By record, in fact, the Boston Red Sox and the Cleveland Indians are the two best teams in baseball. When they get together in the AL Championship Series, beginning on Friday at Fenway Park, many people will say that they are in effect playing for the World Series championship, because there are no National League teams good enough to defeat either club. But remembering the example of the 2006 St. Louis Cardinals, let us not get ahead of ourselves.
It is enough that these two clubs have demonstrated over the six-month marathon season and then in the pressurized atmosphere of October baseball, that they have reached this lofty level on merit.
The Yankees aren't here? Well, that's because each of these teams bested them at one time or another. The Red Sox built an immense early division lead and then held off a late charge to capture the AL East title. The Indians then defeated the Yankees soundly, winning three of four in a Division Series.
Why are these teams the best, and the best-suited to compete at this level? They have what it takes to win in October -- pitching.
The Red Sox finished with the AL's best team ERA and the second-best team ERA in the Majors. And many reasonable people would argue that Boston's 3.87 was more impressive than San Diego's 3.70, precisely because it was achieved in the more difficult circumstance of facing American League hitters.
The Indians were not far behind, finishing third in the AL in team ERA and fifth overall at 4.07. Plus, the Indians put together their best baseball at precisely the right time. Beginning in mid-August, they went on a 25-8 tear, and when it appeared that the defending AL champion Detroit Tigers were making a move, they took three straight from the Tigers to make the AL Central title their own.
This is not a typical Boston team, because its greatest strength is pitching. But that just makes its chances better at this time of year. Look at the rotation: Josh Beckett was the Majors' only 20-game winner this season. Daisuke Matsuzaka was not an instant legend in making the transition to North American baseball, but he was a 15-game winner, and the potential of his stuff was clear to one and all. Curt Schilling is one of the most successful postseason pitchers of this generation.
In the bullpen, lefty Hideki Okajima, after a lights-out first half and a few bumps in the road, recovered his best form in time for the postseason push. Closer Jonathan Papelbon is simply one of the best in the game.

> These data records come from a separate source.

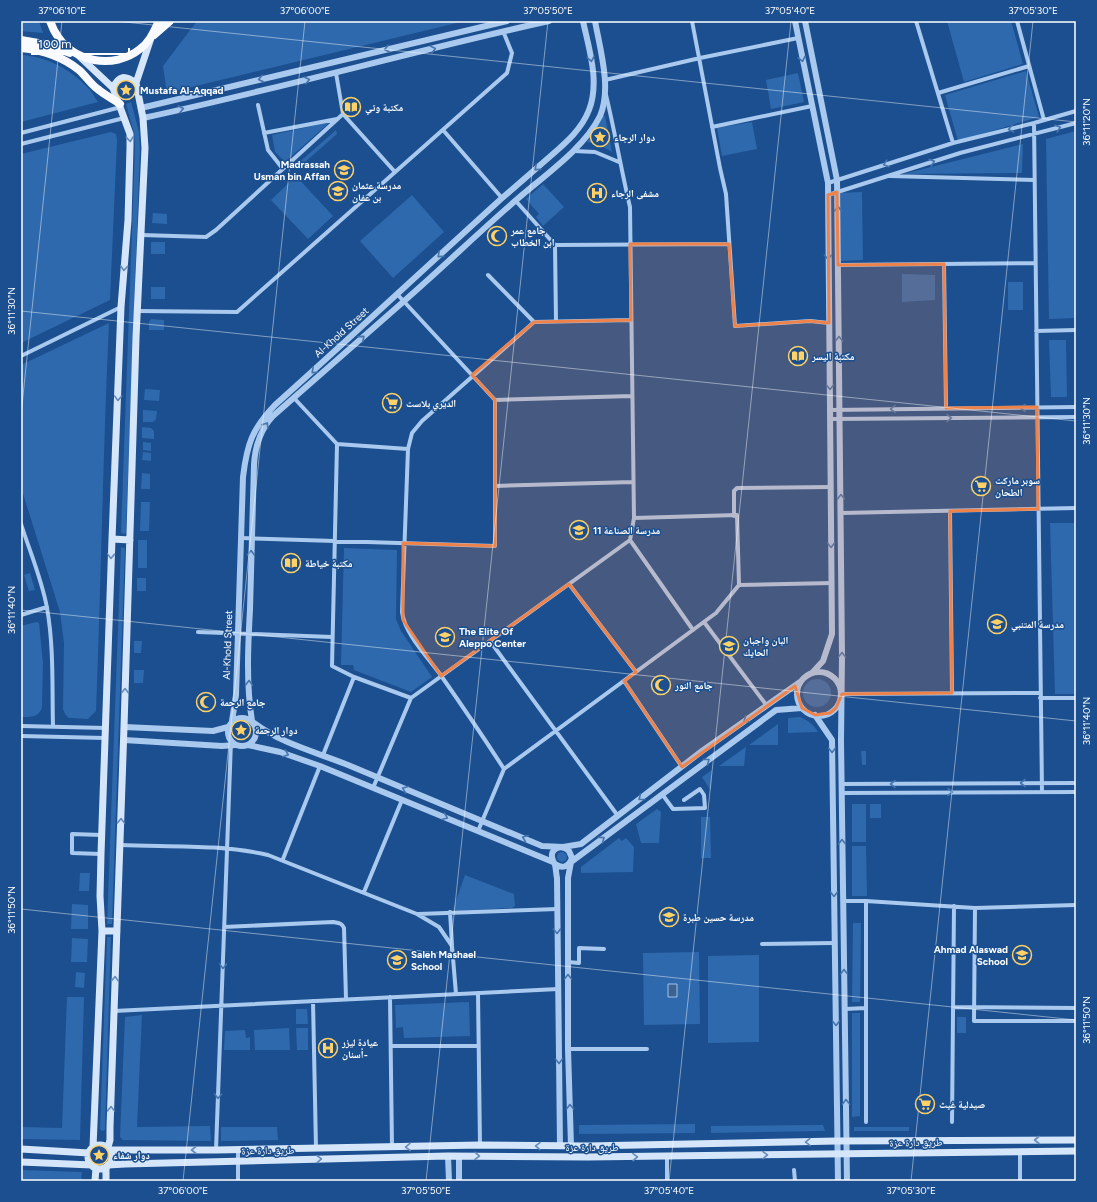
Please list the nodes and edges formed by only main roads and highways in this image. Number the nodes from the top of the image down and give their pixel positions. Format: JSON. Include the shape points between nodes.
{"nodes":[{"id":1,"x":50,"y":21,"type":"edge"},
{"id":2,"x":159,"y":21,"type":"edge"},
{"id":3,"x":170,"y":21,"type":"edge"},
{"id":4,"x":152,"y":36,"type":"junction"},
{"id":5,"x":21,"y":40,"type":"edge"},
{"id":6,"x":21,"y":48,"type":"edge"},
{"id":7,"x":79,"y":55,"type":"junction"},
{"id":8,"x":136,"y":83,"type":"junction"},
{"id":9,"x":114,"y":88,"type":"junction"},
{"id":10,"x":120,"y":106,"type":"junction"},
{"id":11,"x":128,"y":220,"type":"junction"},
{"id":12,"x":143,"y":222,"type":"junction"},
{"id":13,"x":112,"y":539,"type":"junction"},
{"id":14,"x":130,"y":540,"type":"junction"},
{"id":15,"x":102,"y":931,"type":"junction"},
{"id":16,"x":117,"y":931,"type":"junction"},
{"id":17,"x":1076,"y":1140,"type":"edge"},
{"id":18,"x":587,"y":1146,"type":"junction"},
{"id":19,"x":21,"y":1149,"type":"edge"},
{"id":20,"x":109,"y":1149,"type":"junction"},
{"id":21,"x":91,"y":1150,"type":"junction"},
{"id":22,"x":1076,"y":1151,"type":"edge"},
{"id":23,"x":588,"y":1157,"type":"junction"},
{"id":24,"x":21,"y":1162,"type":"edge"},
{"id":25,"x":94,"y":1166,"type":"junction"},
{"id":26,"x":107,"y":1166,"type":"junction"},
{"id":27,"x":95,"y":1181,"type":"edge"},
{"id":28,"x":106,"y":1181,"type":"edge"}],
"edges":[{"from":1,"to":7,"type":"highway","via":[[65,46]]},
{"from":2,"to":4,"type":"highway"},
{"from":3,"to":4,"type":"highway"},
{"from":4,"to":7,"type":"highway","via":[[141,48],[127,57],[111,61],[94,60]]},
{"from":4,"to":8,"type":"main road"},
{"from":5,"to":7,"type":"highway"},
{"from":6,"to":10,"type":"highway","via":[[42,52],[77,69],[97,89]]},
{"from":7,"to":9,"type":"main road"},
{"from":8,"to":9,"type":"main road","via":[[130,78],[119,78]]},
{"from":8,"to":12,"type":"main road","via":[[143,118],[145,148]]},
{"from":9,"to":10,"type":"main road"},
{"from":10,"to":11,"type":"main road","one_way":true,"via":[[130,134]]},
{"from":11,"to":12,"type":"main road"},
{"from":11,"to":13,"type":"main road","one_way":true,"via":[[121,307]]},
{"from":12,"to":14,"type":"main road"},
{"from":13,"to":14,"type":"main road"},
{"from":13,"to":15,"type":"main road","one_way":true,"via":[[101,854]]},
{"from":16,"to":14,"type":"main road","one_way":true},
{"from":15,"to":16,"type":"main road"},
{"from":15,"to":21,"type":"main road"},
{"from":20,"to":16,"type":"main road","one_way":true},
{"from":17,"to":18,"type":"main road","one_way":true},
{"from":18,"to":20,"type":"main road","one_way":true},
{"from":18,"to":23,"type":"main road"},
{"from":19,"to":21,"type":"main road"},
{"from":20,"to":21,"type":"main road","via":[[100,1145]]},
{"from":20,"to":26,"type":"main road","via":[[112,1160]]},
{"from":21,"to":25,"type":"main road","via":[[89,1159]]},
{"from":23,"to":22,"type":"main road","name":"طريق دارة عزة","one_way":true},
{"from":26,"to":23,"type":"main road","name":"طريق دارة عزة","one_way":true,"via":[[448,1156]]},
{"from":24,"to":25,"type":"main road"},
{"from":25,"to":26,"type":"main road"},
{"from":25,"to":27,"type":"main road"},
{"from":26,"to":28,"type":"main road"}]}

The Indians have not one, but two genuine AL Cy Young Award candidates, the one you could have expected, C.C. Sabathia, and the one you would not have expected, Fausto Carmona. Carmona's emergence may have been the single biggest factor in the Indians' success this season. He led the AL in ERA, a pure and sure measure of his worth.
The Indians have two of the best setup men in the business this season -- Rafael Betancourt and lefty Rafael Perez. These two have made late-inning rallies by the opposition somewhere between highly improbable and non-existent. Joe Borowski does not have the numbers of some other closers, except for the bottom-line saves number -- 45, leading the American League.
None of that diminishes in any way the work of the offense of either club. Both lineups are notable for not only power but distribution. The usual Boston run-production tandem of David Ortiz and Manny Ramirez has been supplemented in a large way by the contributions of Mike Lowell, Kevin Youkilis, Dustin Pedroia, and the late-season brilliance of rookie Jacoby Ellsbury.
For the Indians, Travis Hafner had what for him was a modest season, meaning that he had "only" 100 RBIs. But Victor Martinez had a truly superior season, and Grady Sizemore is one of the finest young players in the game. Asdrubal Cabrera's emergence at second base, and hitting second in the order, has been a key factor for the Indians. There has been plenty of clutch help coming from whichever Cleveland player needed to supply it.
These clubs are capable of bashing the ball, or finding smaller ways to score. And both are sure-handed in the field. But in October baseball, it is the pitching that either sends you happily along your way, or sends you home.
That is the main reason that these two clubs have come this far and have legitimate hopes of going much further. They have the kind of pitching that can shut down even the best of lineups. In general, this makes them among the game's elite. In specific, it puts them in the ALCS, while the Yankees are out.
The Red Sox and the Indians are here because, basically, they're supposed to be here. What happens next ought to be very, very good.
Mike Bauman is a national columnist for MLB.com. This story was not subject to the approval of Major League Baseball or its clubs.